Cells lacking Brca1 enzymatic activity are proficient for HDR of DSBs and assembly of Rad51 nuclear foci in response to DNA damage. (A) Brca1^+/+, Brca1^FH-WT/−, Brca1^FH-I26A/−, and Brca1^{Δ223–763/Δ223–763} ES subclones containing the DR-GFP substrate integrated into the Pim1 locus were transiently transfected with either the I-SceI expression vector or the empty vector. GFP-positive cells were rarely generated (<0.01%; data not shown) on transfection with the empty vector. I-SceI expression strongly induced the number of GFP-positive cells in the Brca1^+/+, Brca1^FH-WT/−, and Brca1^FH-I26A/− ES subclones, indicating efficient DSB repair by gene conversion, but not in the Brca1^{Δ223–763/Δ223–763} ES cells, which are known to be deficient in HDR of DSBs (5). Each ES subclone was assayed in triplicate, and the error bars represent SE of the mean.
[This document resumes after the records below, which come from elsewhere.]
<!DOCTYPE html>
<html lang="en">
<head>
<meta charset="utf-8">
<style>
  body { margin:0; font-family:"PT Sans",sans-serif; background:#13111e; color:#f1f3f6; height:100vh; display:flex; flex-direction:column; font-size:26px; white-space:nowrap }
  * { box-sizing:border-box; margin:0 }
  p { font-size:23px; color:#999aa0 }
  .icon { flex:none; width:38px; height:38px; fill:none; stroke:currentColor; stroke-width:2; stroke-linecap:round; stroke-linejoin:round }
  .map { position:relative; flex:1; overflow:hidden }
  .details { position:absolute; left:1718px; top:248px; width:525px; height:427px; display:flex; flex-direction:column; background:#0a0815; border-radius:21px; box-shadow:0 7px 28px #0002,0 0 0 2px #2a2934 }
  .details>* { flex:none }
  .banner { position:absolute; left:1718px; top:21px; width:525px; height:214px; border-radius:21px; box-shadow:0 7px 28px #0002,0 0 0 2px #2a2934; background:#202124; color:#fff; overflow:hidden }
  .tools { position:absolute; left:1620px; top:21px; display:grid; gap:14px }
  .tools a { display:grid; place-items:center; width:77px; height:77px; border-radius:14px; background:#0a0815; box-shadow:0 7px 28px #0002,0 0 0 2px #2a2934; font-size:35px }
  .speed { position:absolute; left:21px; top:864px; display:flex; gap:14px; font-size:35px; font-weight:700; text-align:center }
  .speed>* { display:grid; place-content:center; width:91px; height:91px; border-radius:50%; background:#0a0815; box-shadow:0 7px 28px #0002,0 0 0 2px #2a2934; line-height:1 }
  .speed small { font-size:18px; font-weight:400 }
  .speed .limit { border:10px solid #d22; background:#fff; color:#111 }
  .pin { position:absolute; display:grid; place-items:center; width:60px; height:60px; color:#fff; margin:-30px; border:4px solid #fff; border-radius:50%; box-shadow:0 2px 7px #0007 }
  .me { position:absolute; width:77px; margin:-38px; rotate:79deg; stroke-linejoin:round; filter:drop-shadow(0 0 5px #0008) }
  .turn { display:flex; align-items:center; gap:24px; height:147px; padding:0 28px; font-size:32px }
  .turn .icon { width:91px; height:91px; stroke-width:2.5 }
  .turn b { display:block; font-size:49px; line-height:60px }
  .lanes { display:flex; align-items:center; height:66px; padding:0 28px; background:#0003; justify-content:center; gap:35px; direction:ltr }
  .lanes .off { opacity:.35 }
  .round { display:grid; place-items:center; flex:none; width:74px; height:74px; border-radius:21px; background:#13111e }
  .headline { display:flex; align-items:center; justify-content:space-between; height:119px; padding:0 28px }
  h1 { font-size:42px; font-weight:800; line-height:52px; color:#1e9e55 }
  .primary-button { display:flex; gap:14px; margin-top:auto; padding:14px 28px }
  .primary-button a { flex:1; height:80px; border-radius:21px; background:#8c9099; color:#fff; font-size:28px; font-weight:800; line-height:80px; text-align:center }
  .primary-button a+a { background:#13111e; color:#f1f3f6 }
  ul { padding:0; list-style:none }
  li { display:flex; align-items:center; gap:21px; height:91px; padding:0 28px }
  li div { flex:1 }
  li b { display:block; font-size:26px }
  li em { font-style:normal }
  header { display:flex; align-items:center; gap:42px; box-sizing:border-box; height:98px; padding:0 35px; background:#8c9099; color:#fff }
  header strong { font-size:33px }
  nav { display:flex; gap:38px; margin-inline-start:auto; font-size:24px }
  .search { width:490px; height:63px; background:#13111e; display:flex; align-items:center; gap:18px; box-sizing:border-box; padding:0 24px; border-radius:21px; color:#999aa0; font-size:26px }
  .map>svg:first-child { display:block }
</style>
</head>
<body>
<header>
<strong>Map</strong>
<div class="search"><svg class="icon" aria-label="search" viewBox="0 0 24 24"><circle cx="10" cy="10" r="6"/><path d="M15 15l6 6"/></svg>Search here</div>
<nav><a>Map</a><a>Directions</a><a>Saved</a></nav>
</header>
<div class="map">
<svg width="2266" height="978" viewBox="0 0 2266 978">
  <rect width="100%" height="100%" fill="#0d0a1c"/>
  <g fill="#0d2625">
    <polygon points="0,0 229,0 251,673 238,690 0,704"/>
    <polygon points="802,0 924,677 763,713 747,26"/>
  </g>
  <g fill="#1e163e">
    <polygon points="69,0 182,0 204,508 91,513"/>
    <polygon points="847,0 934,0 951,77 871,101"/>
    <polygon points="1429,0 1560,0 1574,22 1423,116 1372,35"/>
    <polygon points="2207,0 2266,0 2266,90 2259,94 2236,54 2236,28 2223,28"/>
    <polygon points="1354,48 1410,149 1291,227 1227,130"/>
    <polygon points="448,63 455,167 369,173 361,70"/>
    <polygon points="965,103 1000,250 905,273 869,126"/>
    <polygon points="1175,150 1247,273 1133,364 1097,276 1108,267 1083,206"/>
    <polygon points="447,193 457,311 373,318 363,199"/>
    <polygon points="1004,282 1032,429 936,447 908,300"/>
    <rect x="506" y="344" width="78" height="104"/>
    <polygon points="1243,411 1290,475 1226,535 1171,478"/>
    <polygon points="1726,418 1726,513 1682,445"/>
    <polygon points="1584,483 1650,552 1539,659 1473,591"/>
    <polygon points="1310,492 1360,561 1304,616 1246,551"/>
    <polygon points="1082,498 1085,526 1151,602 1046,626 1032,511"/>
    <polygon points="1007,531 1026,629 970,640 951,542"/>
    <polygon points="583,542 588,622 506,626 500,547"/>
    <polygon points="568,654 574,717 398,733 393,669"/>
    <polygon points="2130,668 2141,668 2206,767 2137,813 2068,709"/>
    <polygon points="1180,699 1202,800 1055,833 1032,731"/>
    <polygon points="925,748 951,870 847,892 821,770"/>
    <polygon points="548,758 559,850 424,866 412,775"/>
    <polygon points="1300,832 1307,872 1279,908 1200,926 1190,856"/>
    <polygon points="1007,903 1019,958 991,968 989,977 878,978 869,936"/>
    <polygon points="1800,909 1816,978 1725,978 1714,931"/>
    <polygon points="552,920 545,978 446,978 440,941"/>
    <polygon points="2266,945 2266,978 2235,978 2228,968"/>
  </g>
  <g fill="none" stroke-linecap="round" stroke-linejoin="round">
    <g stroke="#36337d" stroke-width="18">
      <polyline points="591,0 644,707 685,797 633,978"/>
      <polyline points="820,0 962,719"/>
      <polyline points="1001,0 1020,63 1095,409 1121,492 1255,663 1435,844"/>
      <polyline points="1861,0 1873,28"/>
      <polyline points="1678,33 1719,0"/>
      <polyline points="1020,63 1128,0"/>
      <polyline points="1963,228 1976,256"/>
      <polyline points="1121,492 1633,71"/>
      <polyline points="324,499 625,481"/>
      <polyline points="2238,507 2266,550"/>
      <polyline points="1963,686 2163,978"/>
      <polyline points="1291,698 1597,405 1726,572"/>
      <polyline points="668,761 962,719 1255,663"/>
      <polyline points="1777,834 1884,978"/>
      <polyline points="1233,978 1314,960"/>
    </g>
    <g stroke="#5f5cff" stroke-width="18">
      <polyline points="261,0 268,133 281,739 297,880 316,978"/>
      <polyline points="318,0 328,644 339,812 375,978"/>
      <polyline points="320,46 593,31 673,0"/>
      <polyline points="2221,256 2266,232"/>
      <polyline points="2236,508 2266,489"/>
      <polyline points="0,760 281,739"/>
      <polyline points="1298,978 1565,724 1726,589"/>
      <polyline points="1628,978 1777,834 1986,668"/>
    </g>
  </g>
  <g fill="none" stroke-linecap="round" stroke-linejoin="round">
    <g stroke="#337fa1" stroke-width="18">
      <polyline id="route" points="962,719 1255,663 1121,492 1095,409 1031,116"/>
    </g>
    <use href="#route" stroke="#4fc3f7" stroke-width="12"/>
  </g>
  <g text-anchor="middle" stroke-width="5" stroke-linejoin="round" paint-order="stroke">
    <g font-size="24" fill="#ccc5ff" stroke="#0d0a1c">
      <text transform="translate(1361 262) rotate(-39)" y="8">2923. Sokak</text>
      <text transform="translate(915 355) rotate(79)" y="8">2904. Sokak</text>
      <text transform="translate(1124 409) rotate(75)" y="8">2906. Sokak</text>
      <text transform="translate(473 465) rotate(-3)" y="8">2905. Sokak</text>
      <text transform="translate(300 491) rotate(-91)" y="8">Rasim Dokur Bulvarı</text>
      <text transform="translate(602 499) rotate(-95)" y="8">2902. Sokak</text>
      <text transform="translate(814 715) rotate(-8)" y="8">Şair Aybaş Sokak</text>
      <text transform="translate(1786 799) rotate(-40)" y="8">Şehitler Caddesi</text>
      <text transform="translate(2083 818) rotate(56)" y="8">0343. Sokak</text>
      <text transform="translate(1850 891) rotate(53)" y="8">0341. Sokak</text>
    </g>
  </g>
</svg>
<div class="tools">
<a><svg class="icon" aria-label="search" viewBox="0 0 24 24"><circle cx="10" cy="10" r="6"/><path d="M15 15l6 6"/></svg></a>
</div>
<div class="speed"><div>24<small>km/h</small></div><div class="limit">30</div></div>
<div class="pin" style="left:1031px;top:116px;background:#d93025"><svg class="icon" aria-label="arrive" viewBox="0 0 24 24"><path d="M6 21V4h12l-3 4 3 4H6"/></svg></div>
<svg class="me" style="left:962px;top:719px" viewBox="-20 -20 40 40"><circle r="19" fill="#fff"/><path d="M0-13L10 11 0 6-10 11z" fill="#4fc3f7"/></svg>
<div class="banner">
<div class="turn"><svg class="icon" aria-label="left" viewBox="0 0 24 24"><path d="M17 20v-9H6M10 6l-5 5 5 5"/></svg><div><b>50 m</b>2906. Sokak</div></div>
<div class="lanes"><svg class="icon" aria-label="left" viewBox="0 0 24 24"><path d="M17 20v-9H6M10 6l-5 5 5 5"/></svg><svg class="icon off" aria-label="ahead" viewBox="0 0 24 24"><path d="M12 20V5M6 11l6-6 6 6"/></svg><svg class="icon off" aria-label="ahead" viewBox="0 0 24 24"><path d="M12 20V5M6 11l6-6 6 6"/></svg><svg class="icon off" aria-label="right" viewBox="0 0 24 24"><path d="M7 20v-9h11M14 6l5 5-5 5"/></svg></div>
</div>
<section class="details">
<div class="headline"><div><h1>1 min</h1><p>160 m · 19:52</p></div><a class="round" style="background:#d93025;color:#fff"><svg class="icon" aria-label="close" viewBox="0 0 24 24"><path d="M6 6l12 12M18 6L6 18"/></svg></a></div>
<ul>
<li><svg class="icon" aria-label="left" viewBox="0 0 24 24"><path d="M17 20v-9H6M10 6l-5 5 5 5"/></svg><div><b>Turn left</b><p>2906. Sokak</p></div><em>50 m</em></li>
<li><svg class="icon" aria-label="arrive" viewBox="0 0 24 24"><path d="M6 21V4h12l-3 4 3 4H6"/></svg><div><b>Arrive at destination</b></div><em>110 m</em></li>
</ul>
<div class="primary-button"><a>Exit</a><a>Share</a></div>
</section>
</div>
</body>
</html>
Similar results were also observed in separate experiments by using additional independently derived Brca1^FH-WT/− and Brca1^FH-I26A/− ES subclones. (B) Brca1^FH-WT/−, Brca1^FH-I26A/−, Brca1^+/−, and Brca1^{Δ223–763/Δ223–763} ES cells were exposed to IR (10 Gy) and IRIF formation was assessed 3 h later by immunostaining with Rad51-specific antibodies. Rad51-containing IRIFs were counted in 50 nuclei of each genotype, and the error bars represent SE of the mean. IR treatment strongly induced the number of IRIFs in the Brca1^FH-WT/−, Brca1^FH-I26A/−, and Brca1^+/− ES subclones, but not in Brca1^{Δ223–763/Δ223–763} ES cells, which are known to be deficient for IRIF assembly of Rad51 (24).